カトリーナさんはシャリヤさんがここまで成長したことに驚嘆している。
シャリヤは、難しい感情をコントロールする方法を学び、セラピーでコミュニケーションスキルに取り組んでいます。
常に、子どもたちのニーズを最優先にしているし、母親として本当によくやっていると思います。
最初は、私が3つ子のためにほとんどすべてをやって、彼女が自信を持ったときに観察したり参加したりしていましたが、今はシャリヤが責任者です。
でも、彼女が友達と遊びに行きたいとか、他の10代の友達がやっているようなことをしたいなら、私が代わりにベビーシッターをしてあげています。今、私はほんの少し彼女をサポートしているだけです。
シャリヤさんと正式に養子縁組をして親子に
今年の2月6日、カトリーナさんはシャリヤさんと養子縁組をし、正式にシャリヤさんの養母となった。

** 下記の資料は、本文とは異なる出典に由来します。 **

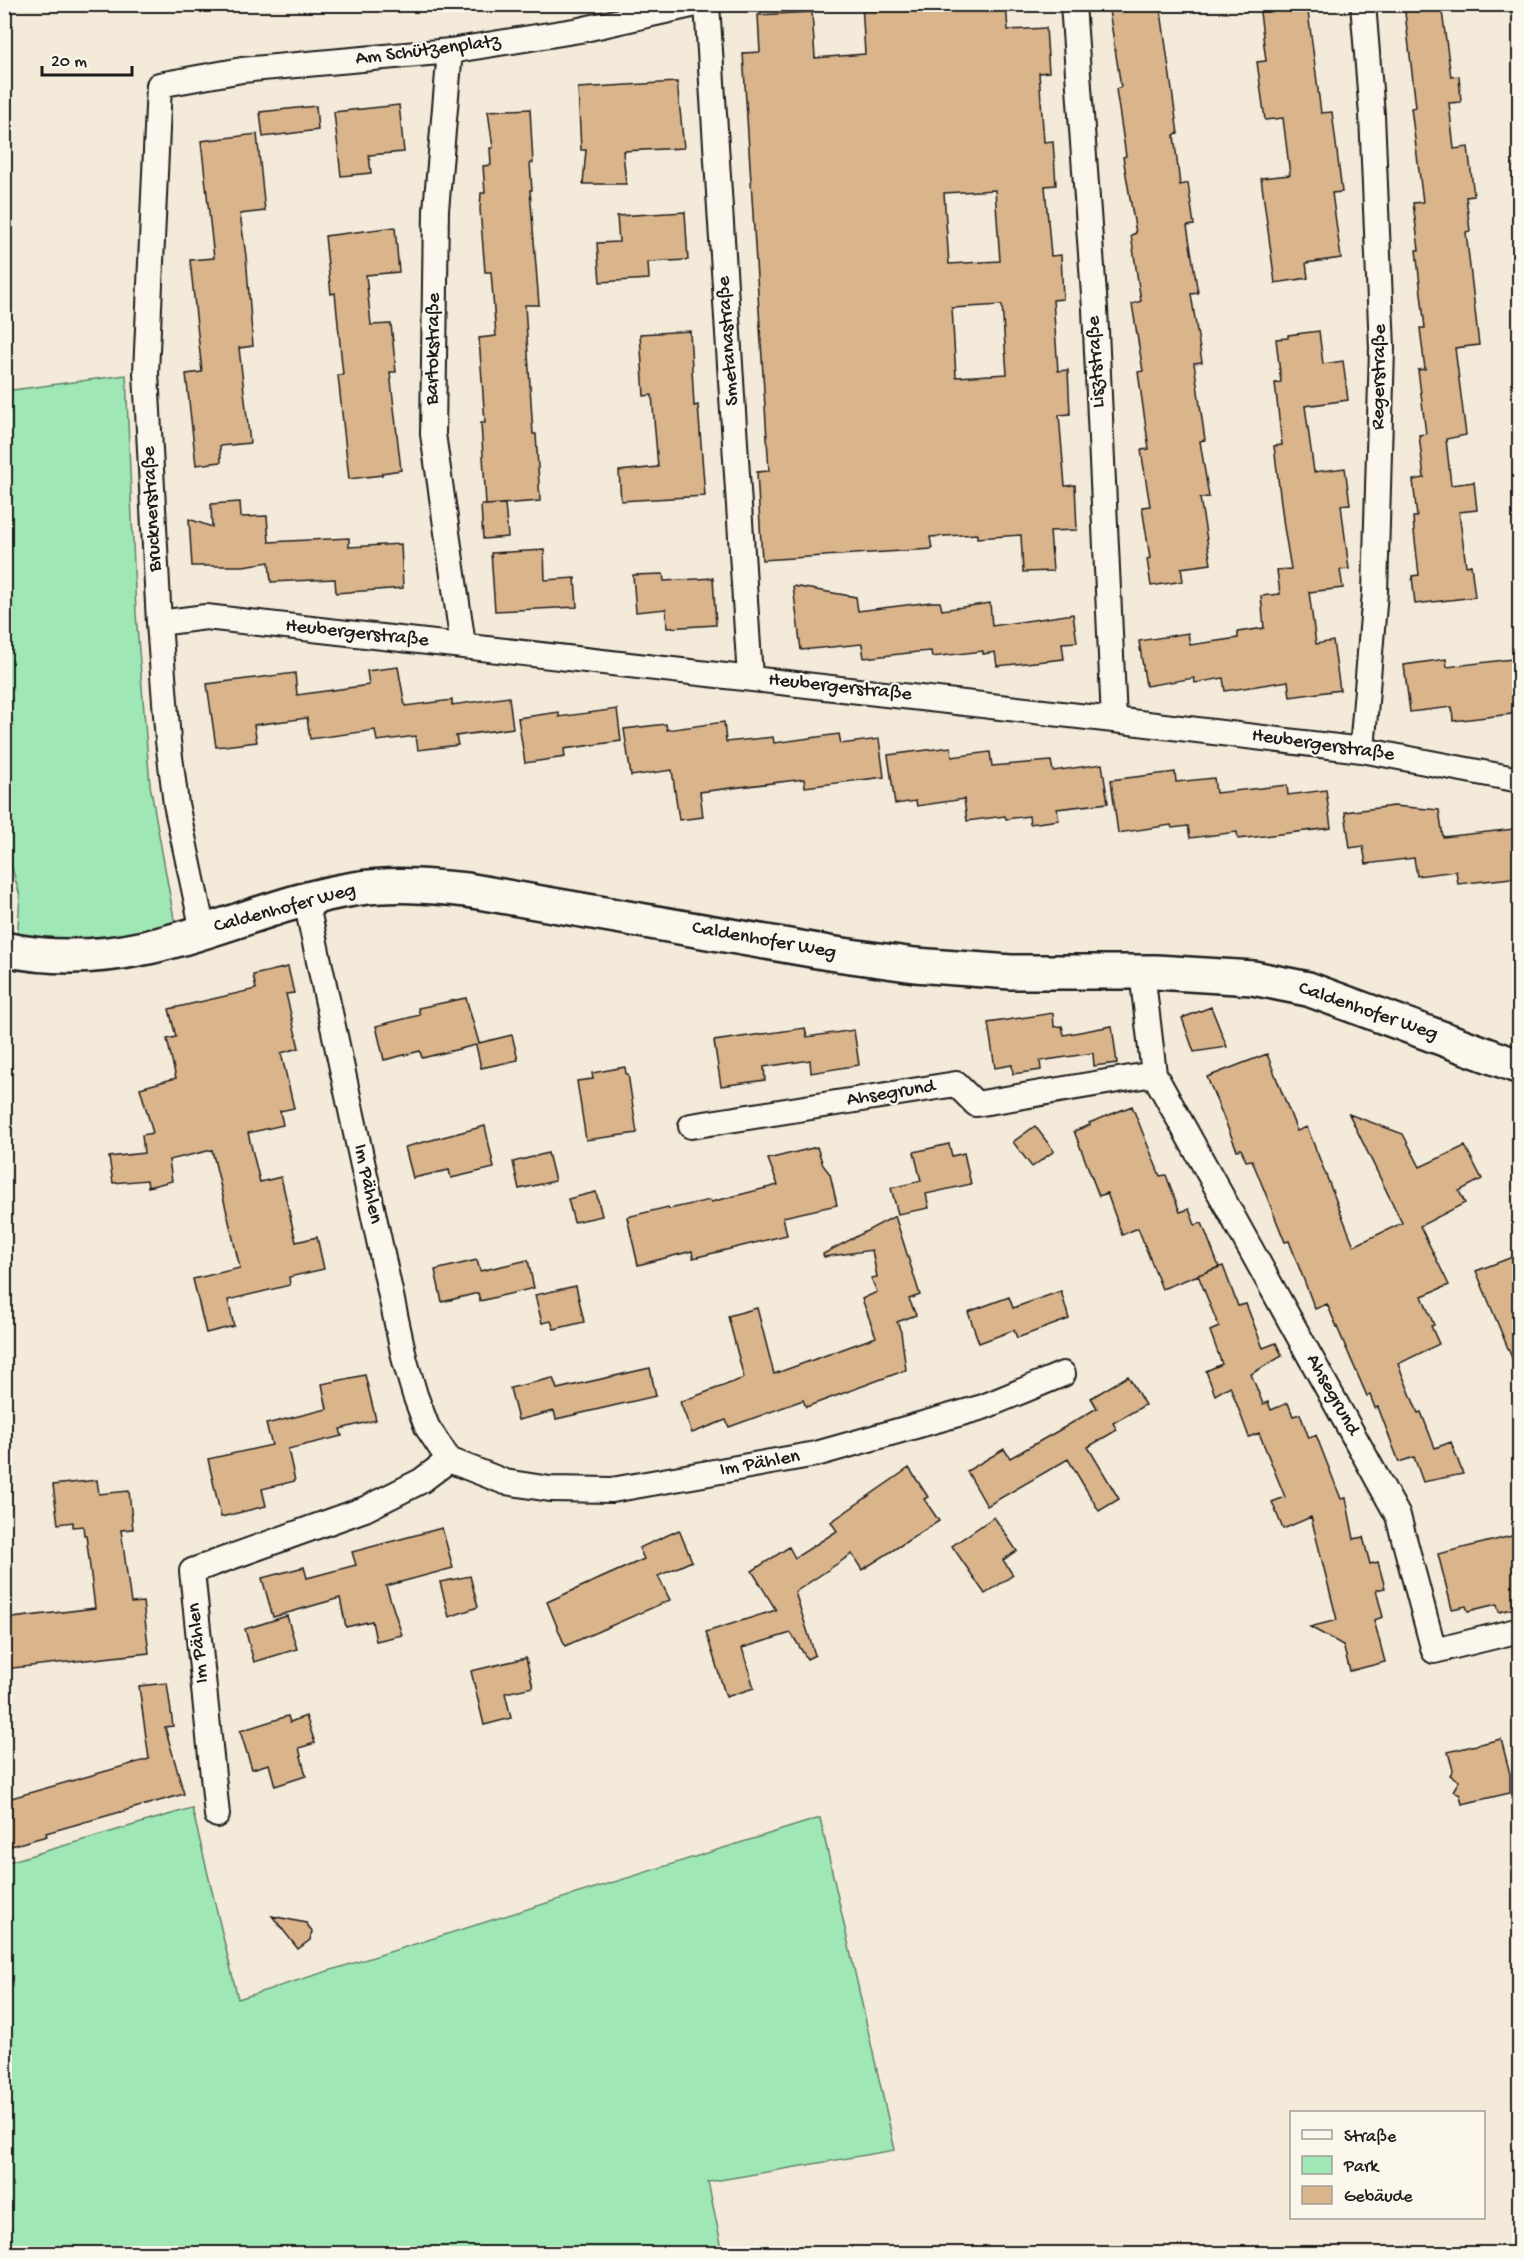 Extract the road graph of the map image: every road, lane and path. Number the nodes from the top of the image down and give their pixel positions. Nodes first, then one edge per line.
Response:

シャリヤの母親であることを、私はとても誇りに思います。
彼女は毎日私を驚かせてくれます。赤ちゃんにイライラしても、決して声を荒げません。
彼女は今、素晴らしい女性として開花しつつあります。(カトリーナさん)
現在2歳のセレニティーちゃん、サマリ君、サラヤちゃんは、20まで数えることができ、毎日英語とスペイン語で新しい単語を学んでいるそうだ。
3人は、おばあちゃんにあたる私のことを「ララ」って呼んでいます(笑)
ここまでの道のりは、決して簡単ではありませんでした。でも、シャリヤは、他の10代の子たちと同じように限界に挑戦しています。
私は、母親としてシャリヤをとても愛しています。これからもずっとあの子をサポートしていきたいと思っています。